AA--Bonds rated AA also qualify as high-quality debt obligations. Capacity
to pay principal and interest is very strong, and in the majority of instances
they differ from AAA issues only in small degree.
A--Bonds rated A have a strong capacity to pay principal and interest,
although they are somewhat more susceptible to the adverse effects of changes in
circumstances and economic conditions.
BBB--Bonds rated BBB are regarded as having an adequate capacity to pay
principal and interest. Whereas they normally exhibit adequate protection
parameters, adverse economic conditions or changing circumstances are more
likely to lead to a weakened capacity to pay principal and interest for bonds in
this category than for bonds in the A category.
COMMERCIAL PAPER RATINGS
Moody's commercial paper ratings are assessments of the issuer's ability to
repay punctually promissory obligations. Moody's employs the following three
designations, all judged to be investment grade, to indicate the relative
repayment capacity of rated issuers: Prime 1--highest quality; Prime 2--higher
quality; Prime 3--high quality.
A Standard & Poor's commercial paper rating is a current assessment of the
likelihood of timely payment. Ratings are graded into four categories, ranging
from "A" for the highest quality obligations to "D" for the lowest.
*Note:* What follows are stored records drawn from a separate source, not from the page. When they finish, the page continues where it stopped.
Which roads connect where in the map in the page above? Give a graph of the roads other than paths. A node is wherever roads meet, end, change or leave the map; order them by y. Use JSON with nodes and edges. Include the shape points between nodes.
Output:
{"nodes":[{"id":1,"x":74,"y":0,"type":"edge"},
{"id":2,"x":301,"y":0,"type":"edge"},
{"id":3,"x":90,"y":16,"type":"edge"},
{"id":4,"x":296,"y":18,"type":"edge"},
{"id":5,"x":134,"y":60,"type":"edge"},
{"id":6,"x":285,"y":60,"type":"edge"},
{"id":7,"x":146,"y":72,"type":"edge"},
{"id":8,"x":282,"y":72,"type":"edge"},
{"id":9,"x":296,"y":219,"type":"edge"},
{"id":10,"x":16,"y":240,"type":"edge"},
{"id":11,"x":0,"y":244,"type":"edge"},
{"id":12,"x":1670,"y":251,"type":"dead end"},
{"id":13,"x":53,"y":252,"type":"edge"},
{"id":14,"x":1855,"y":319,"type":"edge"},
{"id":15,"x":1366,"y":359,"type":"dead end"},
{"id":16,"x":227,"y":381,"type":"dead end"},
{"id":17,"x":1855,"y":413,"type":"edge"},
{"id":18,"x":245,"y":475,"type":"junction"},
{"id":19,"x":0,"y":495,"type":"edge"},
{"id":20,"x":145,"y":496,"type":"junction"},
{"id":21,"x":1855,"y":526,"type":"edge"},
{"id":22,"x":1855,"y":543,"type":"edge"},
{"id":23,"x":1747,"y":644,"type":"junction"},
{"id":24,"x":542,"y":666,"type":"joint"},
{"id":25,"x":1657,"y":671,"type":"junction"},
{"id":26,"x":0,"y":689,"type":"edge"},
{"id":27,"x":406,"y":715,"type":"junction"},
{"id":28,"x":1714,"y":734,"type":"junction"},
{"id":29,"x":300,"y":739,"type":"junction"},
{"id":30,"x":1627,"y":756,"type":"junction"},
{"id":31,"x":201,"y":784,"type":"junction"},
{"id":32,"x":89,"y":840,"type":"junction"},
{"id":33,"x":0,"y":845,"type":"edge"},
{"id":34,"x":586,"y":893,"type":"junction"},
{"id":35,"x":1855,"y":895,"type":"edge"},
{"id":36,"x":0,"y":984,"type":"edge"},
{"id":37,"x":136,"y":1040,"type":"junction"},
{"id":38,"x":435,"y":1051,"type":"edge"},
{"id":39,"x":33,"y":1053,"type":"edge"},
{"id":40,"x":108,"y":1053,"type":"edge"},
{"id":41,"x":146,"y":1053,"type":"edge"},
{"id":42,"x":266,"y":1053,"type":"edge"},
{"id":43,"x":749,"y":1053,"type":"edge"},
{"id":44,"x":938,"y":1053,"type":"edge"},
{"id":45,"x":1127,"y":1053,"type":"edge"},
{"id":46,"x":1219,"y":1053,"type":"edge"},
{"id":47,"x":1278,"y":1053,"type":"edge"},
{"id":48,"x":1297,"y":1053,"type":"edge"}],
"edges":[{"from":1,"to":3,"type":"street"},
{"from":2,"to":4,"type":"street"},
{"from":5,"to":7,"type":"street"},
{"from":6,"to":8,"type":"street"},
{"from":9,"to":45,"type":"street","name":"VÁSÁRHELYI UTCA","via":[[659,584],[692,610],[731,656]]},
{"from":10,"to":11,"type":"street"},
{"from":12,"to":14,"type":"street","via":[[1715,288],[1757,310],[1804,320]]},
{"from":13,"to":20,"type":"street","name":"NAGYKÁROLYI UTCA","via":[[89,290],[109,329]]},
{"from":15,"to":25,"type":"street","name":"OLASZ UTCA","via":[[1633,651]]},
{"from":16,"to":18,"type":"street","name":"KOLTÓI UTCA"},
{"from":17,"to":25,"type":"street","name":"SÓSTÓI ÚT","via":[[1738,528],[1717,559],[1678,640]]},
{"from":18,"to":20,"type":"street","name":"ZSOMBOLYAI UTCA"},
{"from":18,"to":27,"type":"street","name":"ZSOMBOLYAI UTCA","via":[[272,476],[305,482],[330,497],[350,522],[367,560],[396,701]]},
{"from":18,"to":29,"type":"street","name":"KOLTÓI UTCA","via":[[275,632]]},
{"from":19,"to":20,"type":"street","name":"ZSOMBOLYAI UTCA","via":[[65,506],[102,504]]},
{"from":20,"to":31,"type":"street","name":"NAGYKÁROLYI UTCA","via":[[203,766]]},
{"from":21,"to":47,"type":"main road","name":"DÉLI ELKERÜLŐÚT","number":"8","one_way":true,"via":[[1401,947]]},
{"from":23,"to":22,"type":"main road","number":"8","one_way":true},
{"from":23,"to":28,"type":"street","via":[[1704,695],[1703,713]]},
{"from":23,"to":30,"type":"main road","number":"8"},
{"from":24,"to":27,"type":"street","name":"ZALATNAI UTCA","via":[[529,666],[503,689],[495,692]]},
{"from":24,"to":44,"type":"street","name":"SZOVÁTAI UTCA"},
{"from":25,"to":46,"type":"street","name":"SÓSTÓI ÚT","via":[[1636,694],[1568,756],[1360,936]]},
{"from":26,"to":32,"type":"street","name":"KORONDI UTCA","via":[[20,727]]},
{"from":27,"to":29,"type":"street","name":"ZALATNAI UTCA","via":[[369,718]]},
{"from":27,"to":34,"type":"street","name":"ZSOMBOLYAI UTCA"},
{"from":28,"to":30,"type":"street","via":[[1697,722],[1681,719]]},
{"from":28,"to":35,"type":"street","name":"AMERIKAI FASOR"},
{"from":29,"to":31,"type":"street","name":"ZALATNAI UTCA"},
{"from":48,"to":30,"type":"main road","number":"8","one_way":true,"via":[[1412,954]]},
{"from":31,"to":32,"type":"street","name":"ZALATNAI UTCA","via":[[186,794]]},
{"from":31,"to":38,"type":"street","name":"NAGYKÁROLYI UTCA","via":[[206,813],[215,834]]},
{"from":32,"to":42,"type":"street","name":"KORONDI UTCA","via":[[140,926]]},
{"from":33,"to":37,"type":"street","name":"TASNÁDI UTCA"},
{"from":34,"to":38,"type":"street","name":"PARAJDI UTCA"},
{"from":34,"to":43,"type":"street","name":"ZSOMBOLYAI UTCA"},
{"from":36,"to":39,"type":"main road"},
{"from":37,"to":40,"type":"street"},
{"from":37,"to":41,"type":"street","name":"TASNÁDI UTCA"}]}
Issues assigned the highest rating, A, are regarded as having the greatest
capacity for timely payment. Issues in this category are delineated with the
numbers "1", "2" and "3" to indicate the relative degree of safety. The
designation A-1 indicates that the degree of safety regarding timely payment is
either overwhelming or very strong. A "+" designation is applied to those issues
rated "A-1" which possess extremely strong safety characteristics. Capacity for
timely payment on issues with the designation "A-2" is strong. However, the
relative degree of safety is not as high as for issues designated A-1. Issues
carrying the designation "A-3" have a satisfactory capacity for timely payment.
They are, however, somewhat more vulnerable to the adverse effect of changes in
circumstances than obligations carrying the higher designations.